Ce matin, à l’aurore, un vieux coq a chanté,
Les deux pattes plantées en fumante colline ;
Les poules enchantées, d’une cour pateline,
Offraient ce jour encore leur service enchanté!
Quel augure inouï pour ce décor planté :
J’apprête ce matin la blanche limousine
Pour cet heureux destin. J'épouse enfin cousine,
Et en suis réjoui dans ce port bien ganté.
La voiture avancée arbore ses dentelles
Pour la foule insensée aimant ces bagatelles ;
L’épouse en sa demeure attend le doux signal !
Un chemin tout fleuri serpente vers l’église
Annonçant au mari la voie de la promise.
Quelle est douce cette heure au doux cérémonial !
Ce message a été édité - le 09-01-2020 à 11:10 par Tonindulot
Ne cessez de relire avec ce bel entrain
Tous les plis sentant bon la durable tendresse.
Cela fait fort longtemps qu’à votre unique adresse
Je mandate un porteur dont je sais tout du train.
Il me faut à présent au moyen d’un quatrain
Vous parler chaudement, surtout sans maladresse.
N’oyez point les sermons où l’Église se dresse
En donneur de leçon daubant le boutentrain.
La blancheur de la Robe est un signe inutile
Qui parle au seul croyant mais séduit la Nubile.
Ne révélons donc rien au Pasteur confesseur.
Je sais que vous aimez ma Nature frivole
Mes écrits exaltés de petit professeur.
Fêtons donc en chantant: le célibat s’envole.
Ce message a été édité - le 15-01-2020 à 12:22 par Tonindulot
Si je me permets, discrètement, d'intervenir afin de ne pas interrompre ces échanges littéraires de fort belle facture, et qui nous replongent dans les correspondances et les "Belles Lettres" du Siècle des Lumière, c'est pour vous adresser, à vous deux, mes plus favorables impressions.
Vos deux plumes s'expriment dans un langage exquis, bien représentatif de cette poésie courtoise et dans le souci d'une perfection technique qui ne peut que susciter l'admiration des VRAIS poètes.
Voilà, je tenais à le dire. C'est fait. Comment se lasser quand le pathétique seul est infaillible dans l'art. "Celui qui sait attendrir sait tout", écrivait LAMARTINE. Et vos échangent savent émouvoir.
À la suite d'un de mes commentaires sur "Spleen l'ancien", KERDREL me disait (je cite) : "Nous sommes des dinosaures André une espèce en voie de disparition.
ce qui ne m'empêche pas d'en rire"
Je lui ai répondu : "je revendique bien volontiers ce titre sachant que si nous sommes une espèce en voie de disparition... ils ont vécu quand même 165 millions d'années, les dinosaures.
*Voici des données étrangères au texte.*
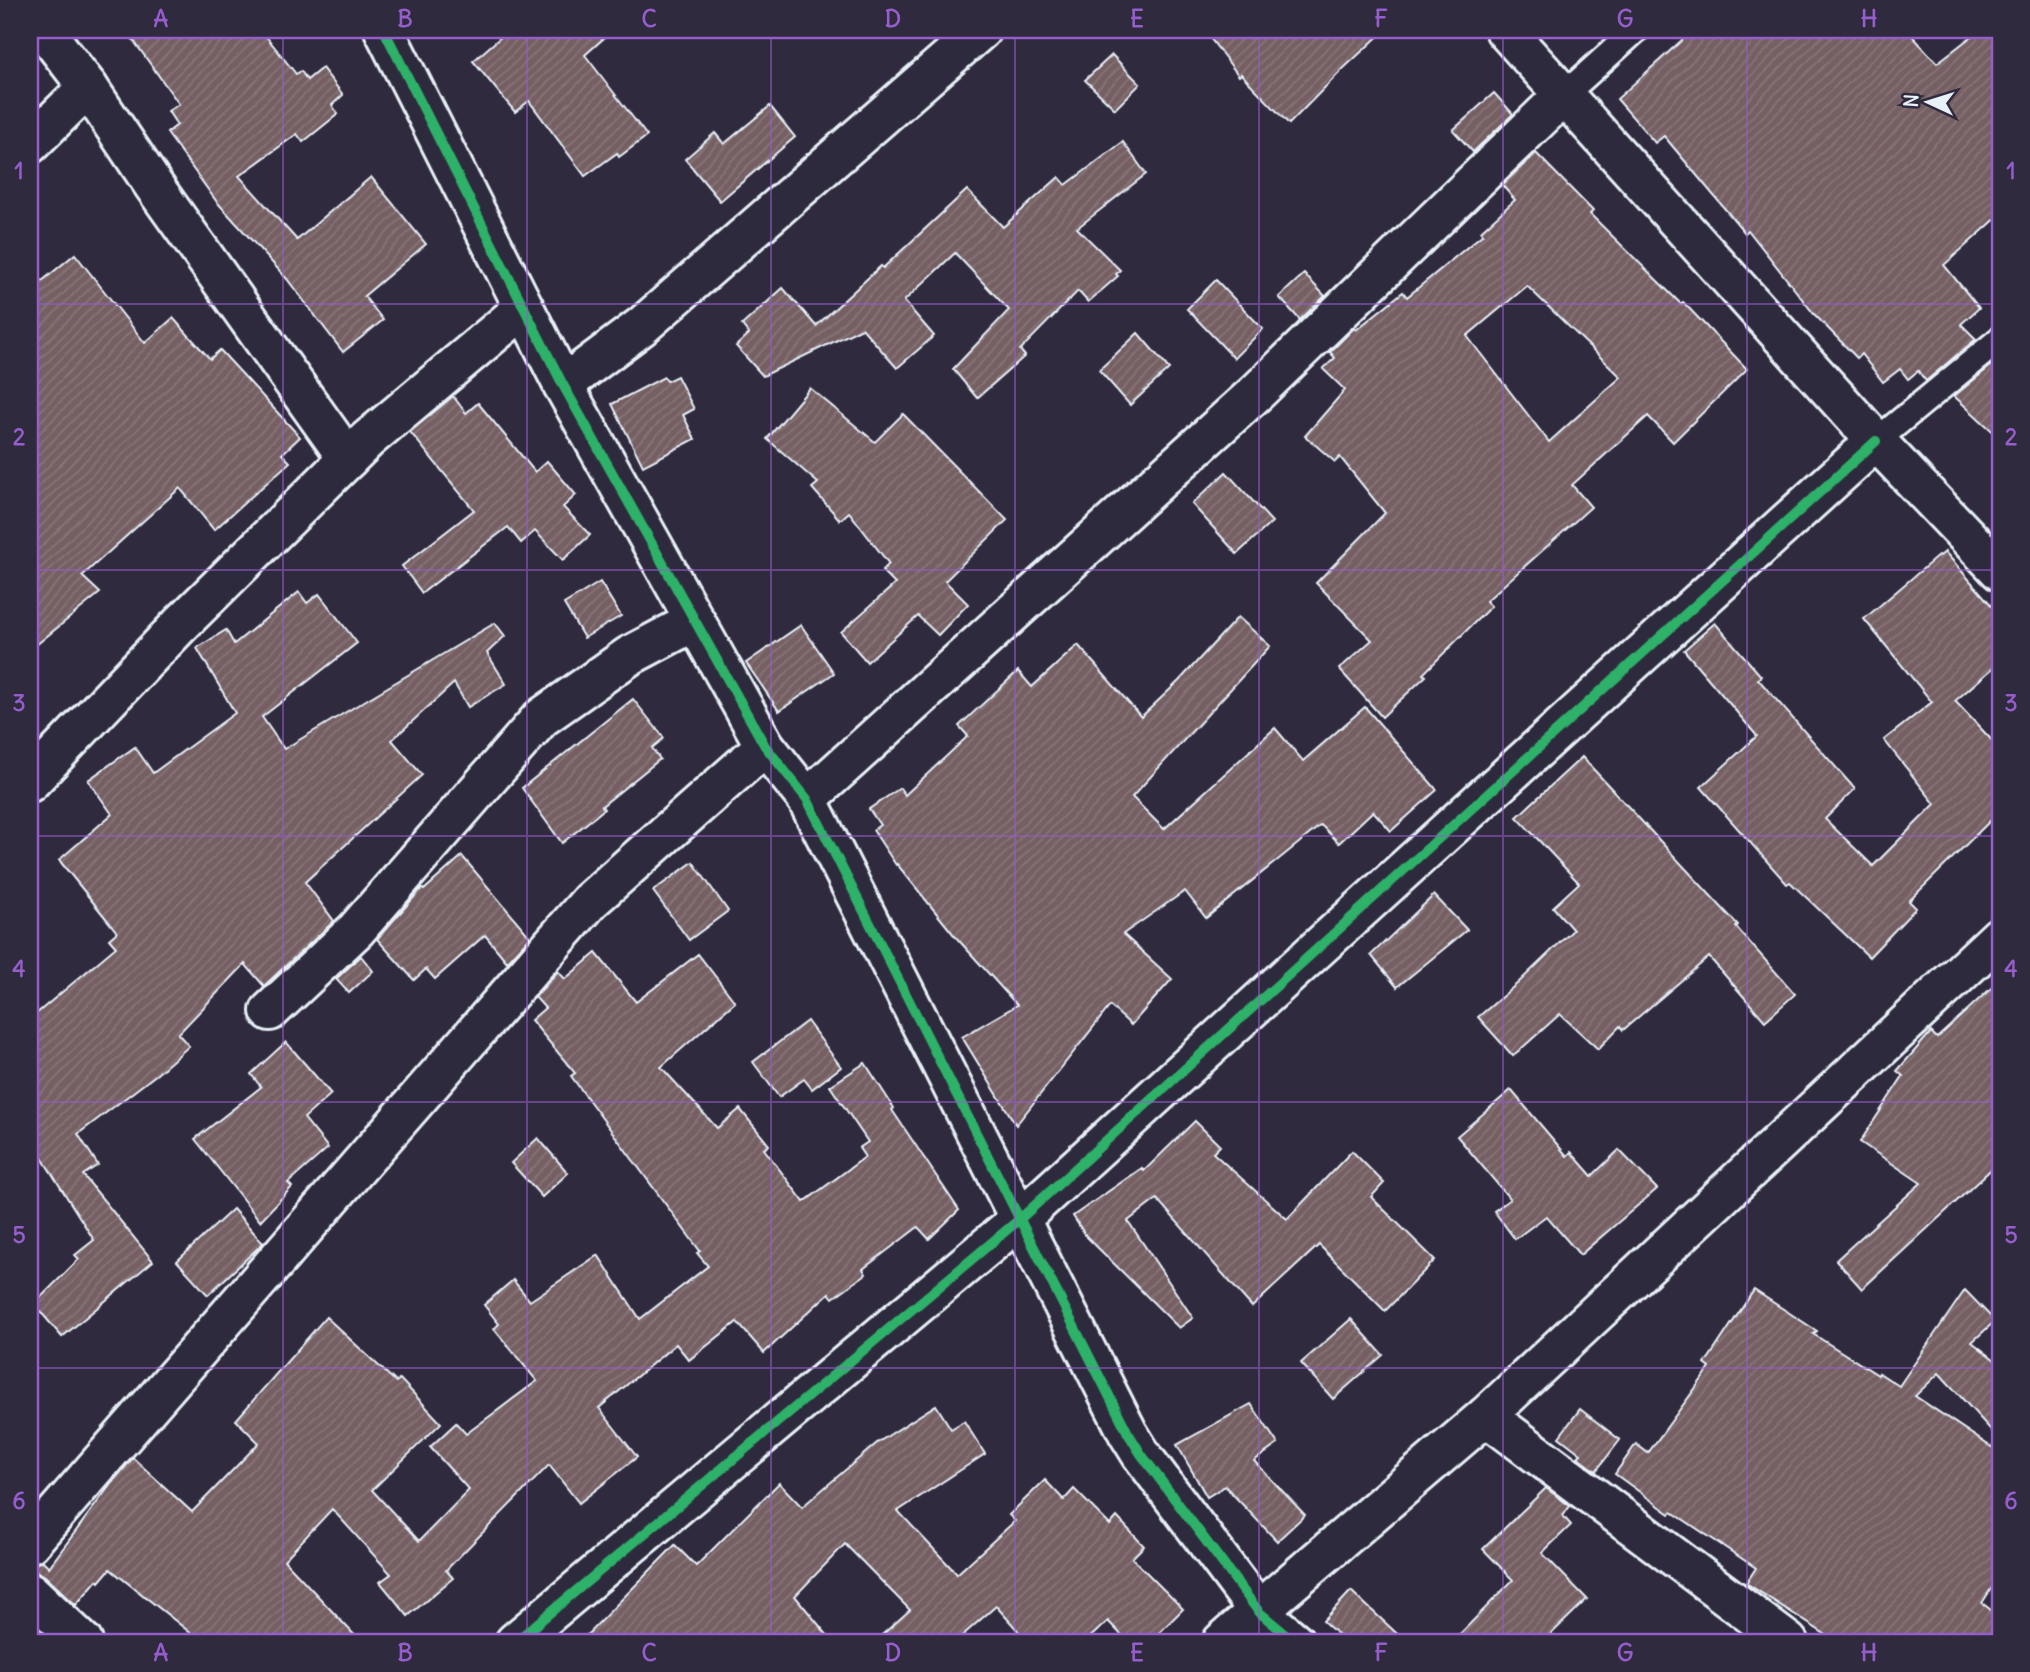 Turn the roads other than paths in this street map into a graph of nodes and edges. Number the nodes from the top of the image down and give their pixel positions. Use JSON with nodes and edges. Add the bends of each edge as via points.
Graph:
{"nodes":[{"id":1,"x":44,"y":30,"type":"edge"},
{"id":2,"x":384,"y":30,"type":"edge"},
{"id":3,"x":981,"y":30,"type":"edge"},
{"id":4,"x":1505,"y":30,"type":"edge"},
{"id":5,"x":1636,"y":30,"type":"edge"},
{"id":6,"x":88,"y":87,"type":"junction"},
{"id":7,"x":1564,"y":95,"type":"junction"},
{"id":8,"x":30,"y":144,"type":"edge"},
{"id":9,"x":524,"y":308,"type":"junction"},
{"id":10,"x":2000,"y":339,"type":"edge"},
{"id":11,"x":563,"y":385,"type":"junction"},
{"id":12,"x":1876,"y":441,"type":"junction"},
{"id":13,"x":348,"y":459,"type":"junction"},
{"id":14,"x":2000,"y":571,"type":"edge"},
{"id":15,"x":695,"y":621,"type":"junction"},
{"id":16,"x":765,"y":746,"type":"junction"},
{"id":17,"x":30,"y":782,"type":"edge"},
{"id":18,"x":807,"y":799,"type":"junction"},
{"id":19,"x":2000,"y":936,"type":"edge"},
{"id":20,"x":271,"y":1011,"type":"dead end"},
{"id":21,"x":1021,"y":1218,"type":"junction"},
{"id":22,"x":1486,"y":1416,"type":"junction"},
{"id":23,"x":30,"y":1543,"type":"edge"},
{"id":24,"x":30,"y":1592,"type":"edge"},
{"id":25,"x":1259,"y":1612,"type":"junction"},
{"id":26,"x":83,"y":1642,"type":"edge"},
{"id":27,"x":515,"y":1642,"type":"edge"},
{"id":28,"x":1222,"y":1642,"type":"edge"},
{"id":29,"x":1295,"y":1642,"type":"edge"},
{"id":30,"x":1787,"y":1642,"type":"edge"}],
"edges":[{"from":1,"to":6,"type":"street"},
{"from":2,"to":9,"type":"street"},
{"from":3,"to":11,"type":"street","via":[[642,326]]},
{"from":4,"to":7,"type":"street"},
{"from":5,"to":7,"type":"lane"},
{"from":6,"to":8,"type":"street"},
{"from":6,"to":13,"type":"street"},
{"from":7,"to":12,"type":"street"},
{"from":7,"to":18,"type":"street","via":[[1256,393]]},
{"from":9,"to":11,"type":"street"},
{"from":9,"to":13,"type":"street"},
{"from":10,"to":12,"type":"lane"},
{"from":11,"to":15,"type":"street"},
{"from":12,"to":14,"type":"street"},
{"from":12,"to":21,"type":"street"},
{"from":13,"to":17,"type":"street"},
{"from":15,"to":16,"type":"street"},
{"from":15,"to":20,"type":"street","via":[[629,656],[541,718],[356,930]]},
{"from":16,"to":18,"type":"street"},
{"from":16,"to":23,"type":"street","via":[[590,901]]},
{"from":18,"to":21,"type":"street"},
{"from":19,"to":22,"type":"street"},
{"from":21,"to":25,"type":"street","via":[[1128,1433]]},
{"from":21,"to":27,"type":"street"},
{"from":22,"to":25,"type":"street"},
{"from":22,"to":30,"type":"street"},
{"from":24,"to":26,"type":"street"},
{"from":25,"to":28,"type":"street"},
{"from":25,"to":29,"type":"street"}]}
Je pense que nous avons encore un peu de marge avant notre anéantissement total. Nous devenons rares, certainement, mais les raretés donnent du prix à la chose."
Il y a tellement de forums qui se revendiquent comme des lieux de rendez-vous de poésie et de culture, alors qu'on se demande où elles figurent quand on va y jeter un œil, qu'il nous faut préserver cette différence. Tant pis pour ceux qui "rouscaillent". Si nous ne défendons pas les "Belles Lettres", ce serait la victoire du banal et de l'ignorance sur les trésors qui nous ont été légués par nos illustres prédécesseurs.
Ne changez rien, continuez. Si certains n'aiment pas, ils n'ont qu'à aller voir ailleurs ou se contenter de leur à-peu-près.
Mes plus amicales et sincères pensées.
ANDRÉ
Ce message a été édité - le 27-01-2020 à 19:26 par Laugierandre
Mon Dieu comme il est temps pour nous de revenir
A dévider le fil de la correspondance.
Puisque ici, sans chiner à rentrer dans la danse
Vous tenez le lutrin, aimons notre avenir !
Le temps n’efface en fait que peu de souvenir
Au point qu’en repensant aux joies de notre enfance
Je me dis, fort hardi, gardons l’indépendance
Qui sied aux gens de plume aimant se soutenir.
Avez-vous constaté qu’ici dans l’impatience
Des amis se sont dit de fidèle obédience ?
Certains ont clamé fort « veuillez surtout poursuivre ! »
Devant tel enthousiasme ayons donc le courage
De reprendre en suivant tout ce qui les rend ivre !
On dit que l’amitié permet pareil ouvrage.